A-If a program is a thing that produces a result for a given input, these programs are the same.

B-You can’t generally know if two programs are the same without solving halting problems, reducing polynomial algos to linear time or having infinite time and space computing resources, etc.

C-The best you can do is ask if two compilers produce the same output, or a linting/refactoring/canonicalization/formatting operation results in same source.

D-If a program is a thing that interactive debuggers use to create explorations next to source code while computing, these programs are different.

I agree with your approach of starting with these programs as being different, and allowing custom scraps to become a higher layer hash resolver. The reason is that compilers change over time, and it is only under the lens of a compiler(or linter, etc) that comparisons can be made. To bake a holy compiler in today would be arbitrary and quickly outdated.


Due to the halting problem, it's not possible to tell in general if two programs are equivalent.


As far as I know, nobody ever proved that some programs for which halting cannot be determined are smaller in size than the number of atoms in the universe. Or in other words, that the theorem applies to practical programs. It's purely theoretical.


Here is a Python program which is definitely smaller than the number of atoms in the universe. Can you tell me whether it halts?

  n = 1
  while sum(d for d in range(1,n) if n % d == 0) != n:
      n += 2


Oh this is a good one. It halts if there’s an odd perfect number, right?


Yup.


If I can't then that's no proof that the halting theorem is true for practical programs.

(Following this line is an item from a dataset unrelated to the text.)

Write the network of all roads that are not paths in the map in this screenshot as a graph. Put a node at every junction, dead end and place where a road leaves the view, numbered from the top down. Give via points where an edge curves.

If it's so hard even for such a simple program to determine whether it halts, why do you expect it to not be a problem for much more complex programs?

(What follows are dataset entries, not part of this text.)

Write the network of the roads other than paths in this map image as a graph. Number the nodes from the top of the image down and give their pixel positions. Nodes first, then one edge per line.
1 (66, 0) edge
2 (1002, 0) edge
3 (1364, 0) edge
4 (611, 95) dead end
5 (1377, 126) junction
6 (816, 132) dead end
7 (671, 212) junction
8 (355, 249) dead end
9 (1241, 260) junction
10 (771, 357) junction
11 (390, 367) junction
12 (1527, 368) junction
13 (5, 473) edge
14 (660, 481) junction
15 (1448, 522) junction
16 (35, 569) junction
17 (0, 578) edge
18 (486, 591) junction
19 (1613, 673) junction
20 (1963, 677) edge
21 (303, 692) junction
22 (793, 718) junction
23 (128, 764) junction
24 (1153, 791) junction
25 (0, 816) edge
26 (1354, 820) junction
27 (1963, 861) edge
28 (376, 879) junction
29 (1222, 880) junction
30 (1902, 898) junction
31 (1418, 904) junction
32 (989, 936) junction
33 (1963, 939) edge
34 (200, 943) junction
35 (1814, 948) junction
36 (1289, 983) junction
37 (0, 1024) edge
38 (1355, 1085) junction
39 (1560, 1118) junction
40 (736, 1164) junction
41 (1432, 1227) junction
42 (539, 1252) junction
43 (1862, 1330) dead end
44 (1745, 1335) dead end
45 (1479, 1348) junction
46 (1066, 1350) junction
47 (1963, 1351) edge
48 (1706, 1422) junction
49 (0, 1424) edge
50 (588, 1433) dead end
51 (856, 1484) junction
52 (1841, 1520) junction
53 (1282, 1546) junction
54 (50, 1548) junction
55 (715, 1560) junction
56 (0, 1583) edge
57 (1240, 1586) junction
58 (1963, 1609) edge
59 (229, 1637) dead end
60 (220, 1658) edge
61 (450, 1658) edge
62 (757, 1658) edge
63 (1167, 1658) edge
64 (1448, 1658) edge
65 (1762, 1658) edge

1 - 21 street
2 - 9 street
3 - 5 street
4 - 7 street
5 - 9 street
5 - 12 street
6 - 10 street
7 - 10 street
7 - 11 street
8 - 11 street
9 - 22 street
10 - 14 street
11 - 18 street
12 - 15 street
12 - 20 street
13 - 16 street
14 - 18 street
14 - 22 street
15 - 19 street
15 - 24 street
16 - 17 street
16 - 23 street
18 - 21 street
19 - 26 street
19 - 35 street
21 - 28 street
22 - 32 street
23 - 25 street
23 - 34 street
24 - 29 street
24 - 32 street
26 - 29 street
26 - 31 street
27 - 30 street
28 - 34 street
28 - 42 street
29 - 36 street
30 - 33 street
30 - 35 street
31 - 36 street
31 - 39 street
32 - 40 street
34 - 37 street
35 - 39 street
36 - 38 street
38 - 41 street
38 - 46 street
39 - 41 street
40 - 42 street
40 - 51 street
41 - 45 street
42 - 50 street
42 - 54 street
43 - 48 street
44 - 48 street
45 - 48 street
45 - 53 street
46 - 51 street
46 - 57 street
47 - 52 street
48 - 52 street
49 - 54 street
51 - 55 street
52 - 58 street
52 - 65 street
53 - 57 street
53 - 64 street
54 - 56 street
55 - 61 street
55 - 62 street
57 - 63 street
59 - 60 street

It absolutely is a problem. But don't say that there is no solution to it unless you have a proof.

I'd be impressed if you gave me a program for which it provably cannot be proved that (edit: if) it halts. Or a bound on its size.


> I'd be impressed if you gave me a program for which it provably cannot be proved that it halts. Or a bound on its size.

For every program that halts, it's obviously possible to prove that it halts. The point is that there is no algorithm for deciding if an arbitrary given program halts.


> there is no algorithm for deciding if an arbitrary given program halts.

But can you prove that statement if I change it into:

there is no algorithm for deciding if an arbitrary given program with size less than N halts; for some suitable definition of size.


Since we're considering practicality, let's change the statement to: “There is no algorithm for deciding if an arbitrary given program with size less than 1000 bytes halts which can be implemented without solving several famous open mathematical problems”. I think my program pretty clearly shows that this is true.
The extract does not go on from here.